I was out of town or I would have been down there talking to people. That's what I did during the Million Man march back in1995 and was glad I did. It's one thing to listen to the guy on the stage talking through an amplifier. It's another to listen quietly to the people standing in the grass. You get a lot of different, more personal attitudes.I saw the people coming across Memorial Bridge Saturday morning. They were regular people - like people I grew up with - middle-middle. Maybe a little more conservative - some wore giant flags on their chests - but real people, regular Americans. It brings me back personally to what Abraham Lincoln said in his Second Inaugural given just weeks before his life ended - how he asked us not to be so self-righteous.He spoke back then to a people, we Americans, divided in the Civil War, literally at war with each other - our young men shooting at each other across open fields at point blank range, aiming at each other's hearts.

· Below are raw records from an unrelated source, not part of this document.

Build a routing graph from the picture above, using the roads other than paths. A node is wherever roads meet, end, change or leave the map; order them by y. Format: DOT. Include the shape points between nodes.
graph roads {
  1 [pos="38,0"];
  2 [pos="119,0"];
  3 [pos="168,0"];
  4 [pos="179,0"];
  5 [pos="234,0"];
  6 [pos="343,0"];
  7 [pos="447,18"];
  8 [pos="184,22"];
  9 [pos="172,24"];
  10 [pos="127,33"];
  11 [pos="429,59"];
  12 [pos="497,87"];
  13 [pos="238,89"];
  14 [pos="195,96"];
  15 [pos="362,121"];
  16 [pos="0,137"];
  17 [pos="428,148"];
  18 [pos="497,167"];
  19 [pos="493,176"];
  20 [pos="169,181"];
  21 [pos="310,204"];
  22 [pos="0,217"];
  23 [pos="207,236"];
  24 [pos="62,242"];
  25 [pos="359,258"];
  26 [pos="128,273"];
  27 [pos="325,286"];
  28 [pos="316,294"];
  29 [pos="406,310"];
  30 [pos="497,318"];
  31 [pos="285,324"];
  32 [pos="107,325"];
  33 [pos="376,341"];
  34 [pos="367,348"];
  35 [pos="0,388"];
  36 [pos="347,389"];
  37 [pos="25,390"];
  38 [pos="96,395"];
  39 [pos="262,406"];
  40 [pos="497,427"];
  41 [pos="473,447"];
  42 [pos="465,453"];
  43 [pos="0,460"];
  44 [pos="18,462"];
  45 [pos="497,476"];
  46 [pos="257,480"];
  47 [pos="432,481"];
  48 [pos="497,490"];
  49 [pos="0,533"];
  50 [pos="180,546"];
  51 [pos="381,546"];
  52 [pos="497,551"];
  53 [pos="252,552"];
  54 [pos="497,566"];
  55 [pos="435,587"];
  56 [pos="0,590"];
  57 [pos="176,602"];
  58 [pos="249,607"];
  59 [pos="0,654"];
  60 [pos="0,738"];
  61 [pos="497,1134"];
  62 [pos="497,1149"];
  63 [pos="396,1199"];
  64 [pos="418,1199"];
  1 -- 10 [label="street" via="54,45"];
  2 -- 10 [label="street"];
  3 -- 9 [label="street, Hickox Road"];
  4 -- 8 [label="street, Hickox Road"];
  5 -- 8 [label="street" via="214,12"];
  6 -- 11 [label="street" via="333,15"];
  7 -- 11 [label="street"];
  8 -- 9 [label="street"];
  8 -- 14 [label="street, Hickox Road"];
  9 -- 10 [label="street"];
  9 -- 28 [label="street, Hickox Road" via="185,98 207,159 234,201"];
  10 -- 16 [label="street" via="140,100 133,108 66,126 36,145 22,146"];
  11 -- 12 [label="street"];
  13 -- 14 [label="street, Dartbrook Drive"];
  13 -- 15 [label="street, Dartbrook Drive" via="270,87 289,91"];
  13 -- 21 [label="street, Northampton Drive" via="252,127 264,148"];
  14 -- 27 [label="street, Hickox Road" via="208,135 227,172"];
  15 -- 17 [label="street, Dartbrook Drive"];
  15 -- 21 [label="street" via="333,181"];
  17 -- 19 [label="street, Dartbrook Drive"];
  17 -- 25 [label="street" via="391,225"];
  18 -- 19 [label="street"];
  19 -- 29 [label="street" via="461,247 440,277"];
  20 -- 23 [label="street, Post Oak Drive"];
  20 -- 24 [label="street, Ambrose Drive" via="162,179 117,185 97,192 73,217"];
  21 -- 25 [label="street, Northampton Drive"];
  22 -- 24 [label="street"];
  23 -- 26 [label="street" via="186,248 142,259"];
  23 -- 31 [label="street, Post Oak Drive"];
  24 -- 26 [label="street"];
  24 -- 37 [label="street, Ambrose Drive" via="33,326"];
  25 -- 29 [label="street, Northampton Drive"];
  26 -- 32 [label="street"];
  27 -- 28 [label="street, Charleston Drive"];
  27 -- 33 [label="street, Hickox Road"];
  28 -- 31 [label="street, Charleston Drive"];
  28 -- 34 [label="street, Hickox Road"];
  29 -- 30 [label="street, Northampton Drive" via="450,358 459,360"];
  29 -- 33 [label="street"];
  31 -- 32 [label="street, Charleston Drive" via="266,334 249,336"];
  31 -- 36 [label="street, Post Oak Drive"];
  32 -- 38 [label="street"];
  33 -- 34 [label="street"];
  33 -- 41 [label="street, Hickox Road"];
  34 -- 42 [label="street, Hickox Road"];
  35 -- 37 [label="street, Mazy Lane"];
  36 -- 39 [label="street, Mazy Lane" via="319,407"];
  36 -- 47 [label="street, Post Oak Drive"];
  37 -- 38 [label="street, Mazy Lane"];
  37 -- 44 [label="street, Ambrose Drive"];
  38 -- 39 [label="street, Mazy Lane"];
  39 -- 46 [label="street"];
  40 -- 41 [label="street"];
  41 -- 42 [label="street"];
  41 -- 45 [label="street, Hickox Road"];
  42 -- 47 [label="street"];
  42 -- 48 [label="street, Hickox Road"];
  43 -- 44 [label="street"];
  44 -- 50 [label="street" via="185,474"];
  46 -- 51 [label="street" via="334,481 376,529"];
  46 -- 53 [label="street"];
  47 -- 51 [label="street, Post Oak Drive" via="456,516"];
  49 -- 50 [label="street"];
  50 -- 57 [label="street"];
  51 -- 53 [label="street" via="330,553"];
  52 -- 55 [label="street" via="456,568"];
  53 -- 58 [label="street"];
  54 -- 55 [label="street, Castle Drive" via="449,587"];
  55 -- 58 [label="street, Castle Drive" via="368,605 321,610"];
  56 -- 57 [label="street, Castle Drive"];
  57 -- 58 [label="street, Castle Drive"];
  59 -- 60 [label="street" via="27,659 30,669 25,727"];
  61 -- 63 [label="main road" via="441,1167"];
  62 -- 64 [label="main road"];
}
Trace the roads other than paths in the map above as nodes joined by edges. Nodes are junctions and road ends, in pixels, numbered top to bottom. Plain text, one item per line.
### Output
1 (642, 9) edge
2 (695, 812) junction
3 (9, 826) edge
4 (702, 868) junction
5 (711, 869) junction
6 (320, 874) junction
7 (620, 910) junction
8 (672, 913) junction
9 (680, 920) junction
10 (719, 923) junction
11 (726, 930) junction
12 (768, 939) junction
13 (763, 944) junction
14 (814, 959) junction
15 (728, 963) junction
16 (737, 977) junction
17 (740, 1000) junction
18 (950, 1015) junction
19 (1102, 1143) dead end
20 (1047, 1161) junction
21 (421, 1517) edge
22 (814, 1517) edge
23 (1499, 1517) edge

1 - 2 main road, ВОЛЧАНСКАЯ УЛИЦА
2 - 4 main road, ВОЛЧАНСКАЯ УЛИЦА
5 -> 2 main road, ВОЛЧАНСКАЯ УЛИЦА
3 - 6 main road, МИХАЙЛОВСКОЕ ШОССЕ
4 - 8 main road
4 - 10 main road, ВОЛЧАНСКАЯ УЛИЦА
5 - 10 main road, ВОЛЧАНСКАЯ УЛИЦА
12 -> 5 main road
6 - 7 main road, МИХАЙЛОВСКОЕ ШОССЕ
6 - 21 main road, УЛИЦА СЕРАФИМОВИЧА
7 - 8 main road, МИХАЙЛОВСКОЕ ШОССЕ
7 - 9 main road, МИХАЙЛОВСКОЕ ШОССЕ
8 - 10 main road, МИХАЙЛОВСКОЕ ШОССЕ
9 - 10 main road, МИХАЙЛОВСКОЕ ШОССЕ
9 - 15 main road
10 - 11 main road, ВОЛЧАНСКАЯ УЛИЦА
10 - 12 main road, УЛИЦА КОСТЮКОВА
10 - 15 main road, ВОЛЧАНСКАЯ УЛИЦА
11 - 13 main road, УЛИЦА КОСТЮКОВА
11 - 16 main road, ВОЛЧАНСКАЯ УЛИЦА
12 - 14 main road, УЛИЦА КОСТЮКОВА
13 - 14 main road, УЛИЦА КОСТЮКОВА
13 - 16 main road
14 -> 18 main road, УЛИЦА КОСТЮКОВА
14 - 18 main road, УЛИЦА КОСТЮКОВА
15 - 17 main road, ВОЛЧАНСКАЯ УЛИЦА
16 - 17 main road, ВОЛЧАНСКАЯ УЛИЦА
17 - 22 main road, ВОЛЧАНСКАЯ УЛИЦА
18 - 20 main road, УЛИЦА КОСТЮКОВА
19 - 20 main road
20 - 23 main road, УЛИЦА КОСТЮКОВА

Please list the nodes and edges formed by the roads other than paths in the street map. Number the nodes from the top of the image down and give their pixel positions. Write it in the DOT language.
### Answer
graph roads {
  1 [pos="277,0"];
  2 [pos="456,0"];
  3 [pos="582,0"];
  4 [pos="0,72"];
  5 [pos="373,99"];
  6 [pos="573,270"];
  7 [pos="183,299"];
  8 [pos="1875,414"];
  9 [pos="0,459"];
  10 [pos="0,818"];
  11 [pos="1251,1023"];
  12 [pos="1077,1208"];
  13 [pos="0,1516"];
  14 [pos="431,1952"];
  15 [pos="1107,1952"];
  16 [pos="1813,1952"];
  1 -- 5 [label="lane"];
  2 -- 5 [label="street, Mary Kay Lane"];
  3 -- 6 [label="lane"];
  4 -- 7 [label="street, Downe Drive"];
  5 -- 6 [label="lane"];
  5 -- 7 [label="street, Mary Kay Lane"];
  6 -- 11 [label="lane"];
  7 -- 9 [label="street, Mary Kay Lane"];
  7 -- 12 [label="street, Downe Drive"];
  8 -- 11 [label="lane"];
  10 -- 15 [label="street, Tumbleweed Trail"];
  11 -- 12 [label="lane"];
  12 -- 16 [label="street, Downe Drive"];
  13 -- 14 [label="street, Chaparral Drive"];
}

"Both read the same Bible and pray to the same God, and each invokes His aid against the other." "But let us judge not, that we be not judged. The prayers of both could not be answered. That of neither has been answered fully. The Almighty has His own purposes."
So I agree with Lincoln's sentiment - "with malice toward none." I like people who care about our country. I like people who are passionate about it - who really feel something when they hear someone speak of America and what it stands for. What I believe it stands for is respect for the individual human being - his and her right to become who they can. I remember what Barack Obama said when I first heard him speak six years ago about "this being the only country in which a story like his is possible." Where you can rise up to be president, or where you can rise up to host a national television program, and speak your mind. What I don't like to see is this positive love of our country heard on the Washington Mall Saturday accompanying an agenda of anger and division. Beck finally apologized on Sunday -- a day after his rally -- for calling the President of the United States a racist. It would have been better, more courageous, more American to say that when he stood up there with that amplifier talking to all those people.But better late than never. As Lincoln said, "let us judge not, that we be not judged."